R.I.P: The Xbox/ PS2 Video Game Cycle (1998-2004)
With this article Minyanville is proud to welcome Jeff Macke as its newest contributor. Jeff is a founder and president of Macke Asset Management and brings tremendous analytical skills to the mix in the retail space. We look forward to hearing more from Jeff and we are confident our readers will come to value his unique insights.
The platform cycle for the X-Box and PS2 consoles died last night after a long and somewhat inspiring fight against obsolescence. The cycle had been the most prosperous in history for the software makers. It made kings of Electronic Arts (ERTS:NASD), something akin to a Prince out of Take-Two (TTWO:NASD) and established entertainment software, once and forever, as a major industry. The latter was a considerable accomplishment as it put to rest the idea of games being a "fad", the conventional wisdom since the first game of Pong in the mid-70's.
You could see it coming
Take-Two announced the beginning of the end of the cycle when they teamed with ESPN to produce high-quality sports titles (football, basketball and hockey) and released them at an initial retail price under $20. The move was near-crazy in its aggression, particularly given that the production costs for these games has gone up over 2-fold in the last 4 years. Neither ESPN nor TTWO have any real intention of making money on these titles, what they are interested in is taking share going into the next cycle.
This could have been little more than a nuisance for ERTS had the ESPN titles been weak and/or concentrated on only a select few of the sports franchise titles that ERTS came to dominate over the last few years. But the titles are getting near-equivalent reviews to Electronic Arts offerings which are more than twice as expensive (or were, before ERTS started cutting their own prices).

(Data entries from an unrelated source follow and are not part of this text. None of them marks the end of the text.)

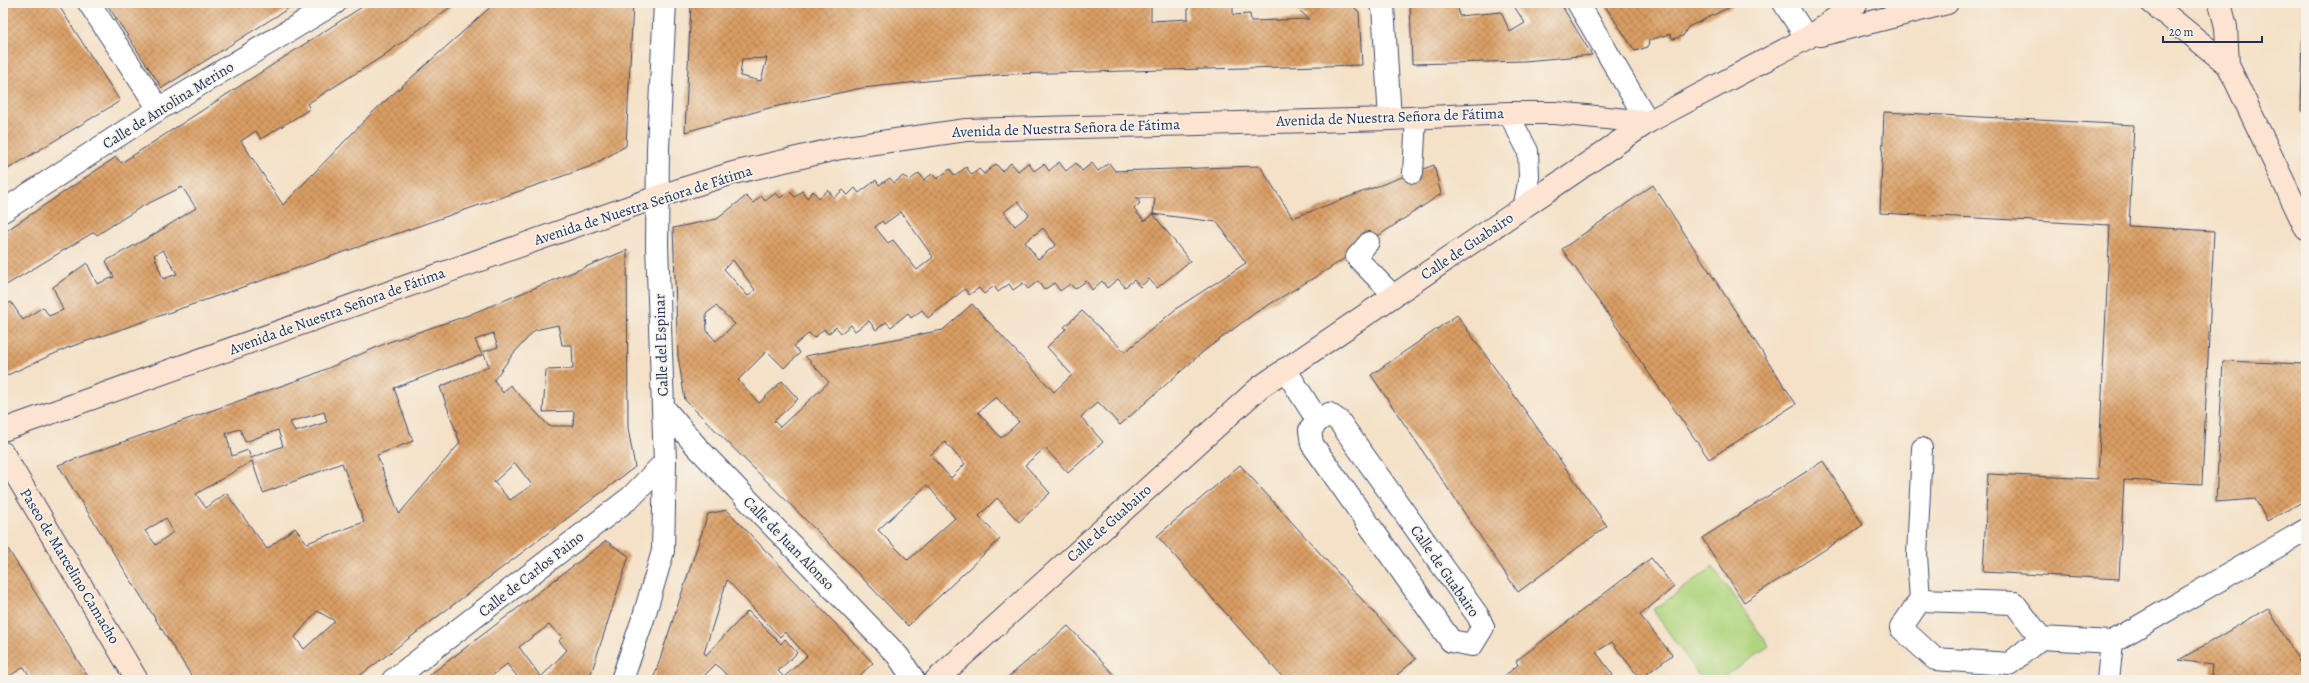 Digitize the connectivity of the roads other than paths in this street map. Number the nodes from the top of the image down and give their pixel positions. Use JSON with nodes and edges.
{"nodes":[{"id":1,"x":89,"y":3,"type":"edge"},
{"id":2,"x":335,"y":3,"type":"edge"},
{"id":3,"x":664,"y":3,"type":"edge"},
{"id":4,"x":1380,"y":3,"type":"edge"},
{"id":5,"x":1578,"y":3,"type":"edge"},
{"id":6,"x":1784,"y":3,"type":"edge"},
{"id":7,"x":1857,"y":3,"type":"edge"},
{"id":8,"x":1947,"y":3,"type":"edge"},
{"id":9,"x":2152,"y":3,"type":"edge"},
{"id":10,"x":2220,"y":3,"type":"edge"},
{"id":11,"x":1807,"y":38,"type":"junction"},
{"id":12,"x":2228,"y":65,"type":"junction"},
{"id":13,"x":159,"y":109,"type":"junction"},
{"id":14,"x":1508,"y":113,"type":"junction"},
{"id":15,"x":1416,"y":117,"type":"junction"},
{"id":16,"x":1390,"y":119,"type":"junction"},
{"id":17,"x":1648,"y":122,"type":"junction"},
{"id":18,"x":1413,"y":173,"type":"dead end"},
{"id":19,"x":657,"y":197,"type":"junction"},
{"id":20,"x":1523,"y":209,"type":"junction"},
{"id":21,"x":3,"y":211,"type":"edge"},
{"id":22,"x":2306,"y":228,"type":"edge"},
{"id":23,"x":1369,"y":242,"type":"dead end"},
{"id":24,"x":1394,"y":296,"type":"junction"},
{"id":25,"x":1286,"y":369,"type":"junction"},
{"id":26,"x":663,"y":407,"type":"junction"},
{"id":27,"x":1318,"y":421,"type":"junction"},
{"id":28,"x":3,"y":430,"type":"edge"},
{"id":29,"x":1922,"y":448,"type":"dead end"},
{"id":30,"x":3,"y":453,"type":"edge"},
{"id":31,"x":665,"y":462,"type":"junction"},
{"id":32,"x":2306,"y":530,"type":"edge"},
{"id":33,"x":1920,"y":600,"type":"junction"},
{"id":34,"x":2041,"y":638,"type":"junction"},
{"id":35,"x":2112,"y":642,"type":"junction"},
{"id":36,"x":137,"y":680,"type":"edge"},
{"id":37,"x":393,"y":680,"type":"edge"},
{"id":38,"x":622,"y":680,"type":"edge"},
{"id":39,"x":914,"y":680,"type":"edge"},
{"id":40,"x":936,"y":680,"type":"edge"},
{"id":41,"x":2108,"y":680,"type":"edge"}],
"edges":[{"from":1,"to":13,"type":"street"},
{"from":2,"to":13,"type":"street","name":"Calle de Antolina Merino"},
{"from":3,"to":19,"type":"street","name":"Calle del Espinar"},
{"from":4,"to":16,"type":"street"},
{"from":5,"to":17,"type":"street"},
{"from":6,"to":11,"type":"street"},
{"from":7,"to":11,"type":"street"},
{"from":8,"to":11,"type":"street"},
{"from":9,"to":12,"type":"street"},
{"from":10,"to":12,"type":"street"},
{"from":11,"to":17,"type":"street","name":"Calle de Guabairo"},
{"from":12,"to":22,"type":"street"},
{"from":13,"to":21,"type":"street","name":"Calle de Antolina Merino"},
{"from":14,"to":15,"type":"street","name":"Avenida de Nuestra Señora de Fátima"},
{"from":14,"to":17,"type":"street","name":"Avenida de Nuestra Señora de Fátima"},
{"from":14,"to":20,"type":"lane"},
{"from":15,"to":16,"type":"street","name":"Avenida de Nuestra Señora de Fátima"},
{"from":15,"to":18,"type":"lane"},
{"from":16,"to":19,"type":"street","name":"Avenida de Nuestra Señora de Fátima"},
{"from":17,"to":20,"type":"street","name":"Calle de Guabairo"},
{"from":19,"to":26,"type":"street","name":"Calle del Espinar"},
{"from":19,"to":28,"type":"street","name":"Avenida de Nuestra Señora de Fátima"},
{"from":20,"to":24,"type":"street","name":"Calle de Guabairo"},
{"from":23,"to":24,"type":"lane"},
{"from":24,"to":25,"type":"street","name":"Calle de Guabairo"},
{"from":25,"to":27,"type":"street"},
{"from":25,"to":40,"type":"street","name":"Calle de Guabairo"},
{"from":26,"to":31,"type":"street","name":"Calle del Espinar"},
{"from":26,"to":39,"type":"street","name":"Calle de Juan Alonso"},
{"from":27,"to":27,"type":"street","name":"Calle de Guabairo"},
{"from":29,"to":33,"type":"lane"},
{"from":30,"to":36,"type":"street","name":"Paseo de Marcelino Camacho"},
{"from":31,"to":37,"type":"street","name":"Calle de Carlos Paino"},
{"from":31,"to":38,"type":"street","name":"Calle del Espinar"},
{"from":32,"to":35,"type":"street"},
{"from":33,"to":34,"type":"street"},
{"from":33,"to":34,"type":"street"},
{"from":34,"to":35,"type":"street"},
{"from":35,"to":41,"type":"street"}]}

As an example, consider ERTS' Madden NFL title, the Gold Standard of gaming franchises. Madden would seem the least vulnerable to Take-Two's gambit. That makes it more than worth noting that sales for the Madden'05 version for the PS2 fell 34% in September vs. last year and total cross-platform Madden unit sales came in 25% light of Wedbush Morgan's estimates. If you think ERTS is safe on their baseball, basketball and hockey titles... um.... I respectfully disagree.
ERTS has responded so far by offering "Buy 2 get 1 free" deals for their own sports titles. On the call last night they offered that they would continue to fight aggressively for share (read: cut prices) but weren't able to give much detail beyond that "until we see what ESPN is going to do".
This is a company with 10x the market cap of their nearest competitor. They concede that game production costs are rapidly rising while they are simultaneously having to cut their price-points simply to retain a majority share (as opposed to the near-monopoly they had as recently as last summer). If the 1,000lb gorilla is scrambling what is going to happen to the lesser beasts? (hint: Nothing good in my view)
Curiously, the Street doesn't seem to be fully grasping the fact of the cycle demise, let alone what it means for the companies involved. Having been burned by calling the end of the cycle for the last two years, analysts seem largely of the consensus that this is a mere hiccup and that margins and volumes will remain strong until the industry smoothly transitions into new hardware from Sony (SNE:NYSE) and Microsoft (MSFT:NASD), sometime in late '05 and/or '06.
My non-advice-giving opinion is that estimates for '05 are still far too high for most of the entertainment software companies. The battle for Kingship in the next platform generation is going to lead to over a year of margin-sapping battles for market share for at least the next year.